Das Zusammenspiel dieser Defizite und insbesondere der fehlende umfassende Ansatz führten dazu, dass eine rassistische Demonstration ohne rechtliche Konsequenzen blieb und den Beschwerdeführenden der erforderliche Schutz nicht garantiert wurde. Damit hat der Staat seine positiven Verpflichtungen aus Artikel 8 EMRK nicht erfüllt.

Entschädigung nach Artikel 41 EMRK

Der EGMR sprach beiden Beschwerdeführenden jeweils eine Entschädigung in Höhe von 7.500 Euro für immateriellen Schaden zu.

Abweichende Meinungen

Dem Urteil liegen drei abweichende Meinungen bei.

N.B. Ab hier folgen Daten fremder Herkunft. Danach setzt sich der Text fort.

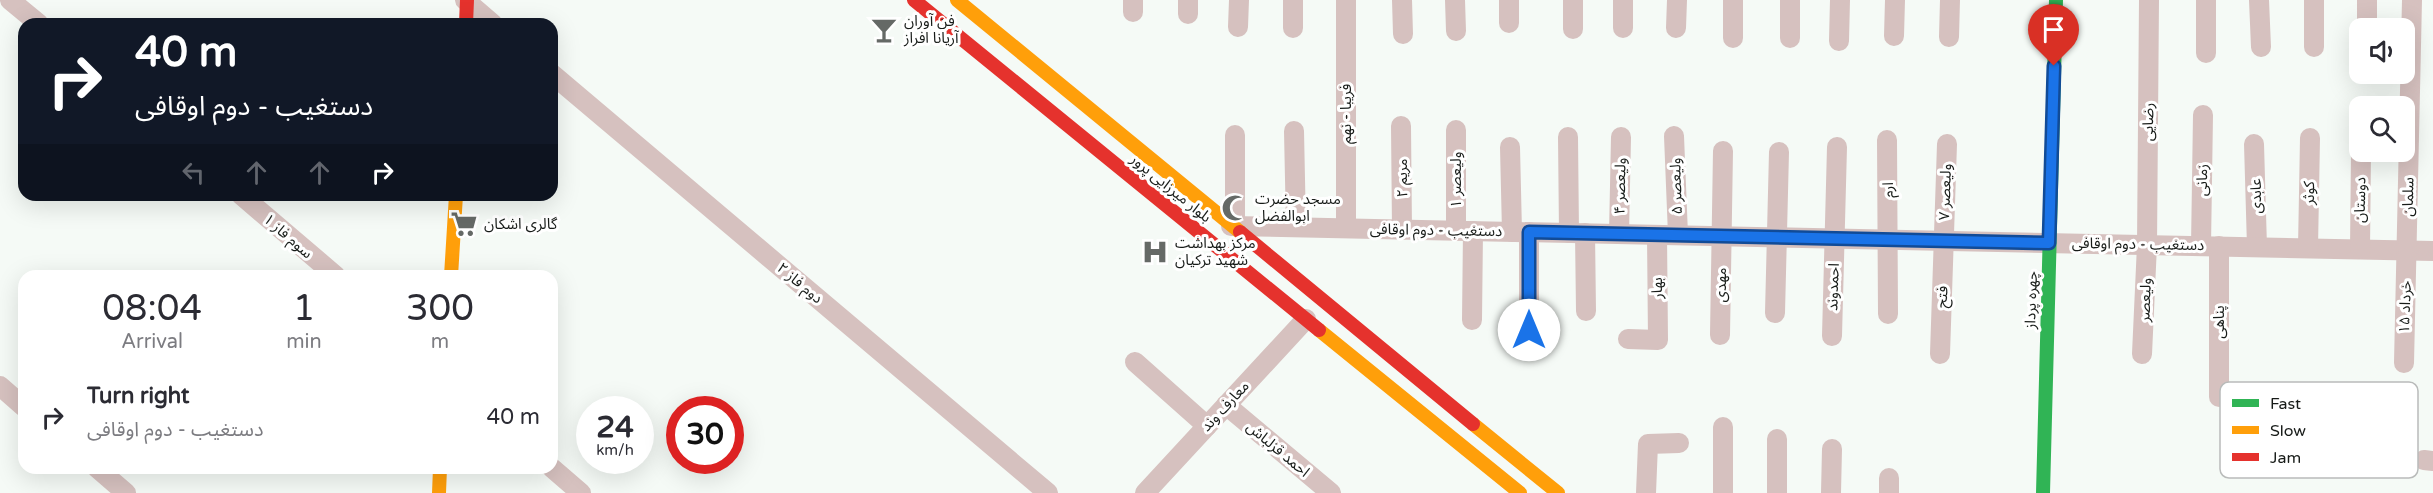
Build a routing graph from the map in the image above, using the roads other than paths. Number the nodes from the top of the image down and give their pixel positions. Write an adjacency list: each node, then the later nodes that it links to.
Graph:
1 (10, 0): 26 (street)
2 (914, 0): 94 (main road, بلوار میرزایی پرور)
3 (957, 0): 66 (main road, بلوار میرزایی پرور)
4 (1239, 0): 31 (street)
5 (1293, 0): 32 (street)
6 (1346, 0): 68 (street, فریبا - نهم)
7 (1402, 0): 37 (street)
8 (1455, 0): 36 (street)
9 (1509, 0): 30 (street)
10 (1573, 0): 35 (street)
11 (1623, 0): 33 (street)
12 (1677, 0): 34 (street)
13 (1733, 0): 40 (street)
14 (1790, 0): 41 (street)
15 (1840, 0): 42 (street)
16 (1895, 0): 38 (street)
17 (1950, 0): 39 (street)
18 (2056, 0): 81 (main road, چهره پرداز)
19 (2149, 0): 82 (street, رضایی)
20 (2206, 0): 45 (street)
21 (2259, 0): 43 (street)
22 (2314, 0): 44 (street)
23 (2367, 0): 29 (street)
24 (2412, 0): 87 (street, سلمان)
25 (466, 1): 27 (main road); 28 (street)
26 (32, 18)
27 (466, 18)
28 (486, 18)
29 (2367, 18)
30 (1509, 23)
31 (1238, 27)
32 (1293, 28)
33 (1623, 28)
34 (1676, 28)
35 (1574, 29)
36 (1456, 31)
37 (1403, 34)
38 (1894, 36)
39 (1949, 37)
40 (1732, 38)
41 (1790, 38)
42 (1839, 41)
43 (2261, 47)
44 (2314, 47)
45 (2206, 53)
46 (558, 79): 119 (street, دوم فاز ۲)
47 (2203, 115): 83 (street, زمانی)
48 (1401, 126): 69 (street, مریم ۲)
49 (1456, 130): 70 (street, ولیعصر ۱)
50 (1294, 131): 67 (street)
51 (1235, 135): 66 (street)
52 (1674, 136): 75 (street, ولیعصر ۵)
53 (1568, 137): 72 (street)
54 (1621, 137): 73 (street, ولیعصر ۴)
55 (2310, 138): 85 (street, کوثر)
56 (1887, 140): 79 (street, ارم)
57 (1947, 144): 80 (street, ولیعصر ۷)
58 (2254, 144): 84 (street, عابدی)
59 (1510, 147): 71 (street)
60 (1837, 147): 78 (street, احمدوند)
61 (1723, 151): 76 (street, مهدی)
62 (1779, 152): 77 (street)
63 (2361, 162): 86 (street, دوستان)
64 (248, 201): 89 (street, سوم فاز ۱)
65 (456, 201): 90 (main road)
66 (1233, 226): 67 (street, دستغیب - دوم اوقافی); 123 (main road, بلوار میرزایی پرور)
67 (1296, 227): 68 (street, دستغیب - دوم اوقافی)
68 (1346, 228): 69 (street, دستغیب - دوم اوقافی)
69 (1402, 230): 70 (street, دستغیب - دوم اوقافی)
70 (1465, 231): 71 (street, دستغیب - دوم اوقافی); 95 (street, ولیعصر ۱)
71 (1521, 232): 72 (street, دستغیب - دوم اوقافی); 96 (street)
72 (1577, 233): 73 (street, دستغیب - دوم اوقافی); 91 (street)
73 (1618, 234): 74 (street, دستغیب - دوم اوقافی)
74 (1657, 235): 75 (street, دستغیب - دوم اوقافی); 99 (street, بهار)
75 (1678, 235): 76 (street, دستغیب - دوم اوقافی)
76 (1721, 236): 77 (street, دستغیب - دوم اوقافی); 97 (street, مهدی)
77 (1776, 237): 78 (street, دستغیب - دوم اوقافی); 92 (street)
78 (1834, 238): 79 (street, دستغیب - دوم اوقافی); 98 (street, احمدوند)
79 (1889, 240): 80 (street, دستغیب - دوم اوقافی); 93 (street, ارم)
80 (1944, 240): 81 (street, دستغیب - دوم اوقافی); 100 (street, فتح)
81 (2049, 243): 82 (street, دستغیب - دوم اوقافی); 128 (main road, چهره پرداز)
82 (2147, 245): 83 (street, دستغیب - دوم اوقافی); 101 (street, ولیعصر)
83 (2210, 246): 84 (street, دستغیب - دوم اوقافی); 105 (street, پناهی)
84 (2257, 247): 85 (street, دستغیب - دوم اوقافی)
85 (2308, 248): 86 (street, دستغیب - دوم اوقافی)
86 (2360, 249): 87 (street, دستغیب - دوم اوقافی)
87 (2407, 250): 88 (street, دستغیب - دوم اوقافی); 103 (street, ۱۵ خرداد)
88 (2433, 250)
89 (329, 270)
90 (451, 270)
91 (1586, 311)
92 (1775, 313)
93 (1888, 314)
94 (1305, 319): 107 (street, معارف وند); 122 (main road, بلوار میرزایی پرور)
95 (1472, 320)
96 (1529, 330)
97 (1720, 335)
98 (1832, 336)
99 (1628, 339)
100 (1940, 354)
101 (2142, 354)
102 (1136, 362): 108 (street)
103 (2404, 363)
104 (0, 387): 106 (street)
105 (2219, 397)
106 (18, 402)
107 (1226, 405): 108 (street, معارف وند); 121 (street, احمد قزلباش)
108 (1207, 426): 120 (street, معارف وند)
109 (1723, 427): 125 (street)
110 (1777, 439): 126 (street)
111 (1679, 443): 124 (street)
112 (1832, 450): 127 (street)
113 (558, 473): 118 (street)
114 (104, 474): 116 (street)
115 (440, 474): 117 (main road)
116 (126, 493)
117 (439, 493)
118 (581, 493)
119 (1048, 493)
120 (1145, 493)
121 (1331, 493)
122 (1520, 493)
123 (1558, 493)
124 (1646, 493)
125 (1723, 493)
126 (1777, 493)
127 (1831, 493)
128 (2043, 493)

Richter_in Bošnjak fand die Begründung der Menschenrechtsverletzung nicht ausreichend. Darüber hinaus kritisierte er_sie, dass der EGMR nicht analysiert habe, warum die Redner_innen für ihre feindlichen Äußerungen nicht zur strafrechtlichen Verantwortlichkeit gezogen worden seien. Insbesondre sei nicht beantwortet worden, ob diese Mängel auf Defizite im Rechtssystem oder auf willkürliche Anwendung der existierenden Strafrechtsvorschriften zurückzuführen seien. Richter_in Wojtyczek vertrat die Meinung, dass der Fall im Lichte des Artikels 3 EMRK (Verbot der Folter) geprüft werden solle. Richter_in Kūris war der Ansicht, die Beschwerde sei unzulässig gewesen. Die Beschwerdeführenden hätten eine Verfassungsbeschwerde einlegen müssen. Kūris kritisierte, dass das Urteil nicht alle relevanten Informationen über die Rechtslage in Ungarn zu Verfassungsbeschwerden enthalte. Die Regierung habe ausreichende Informationen dargelegt, wonach in dem Fall eine Verfassungsbeschwerde Aussicht auf Erfolg gehabt hätte.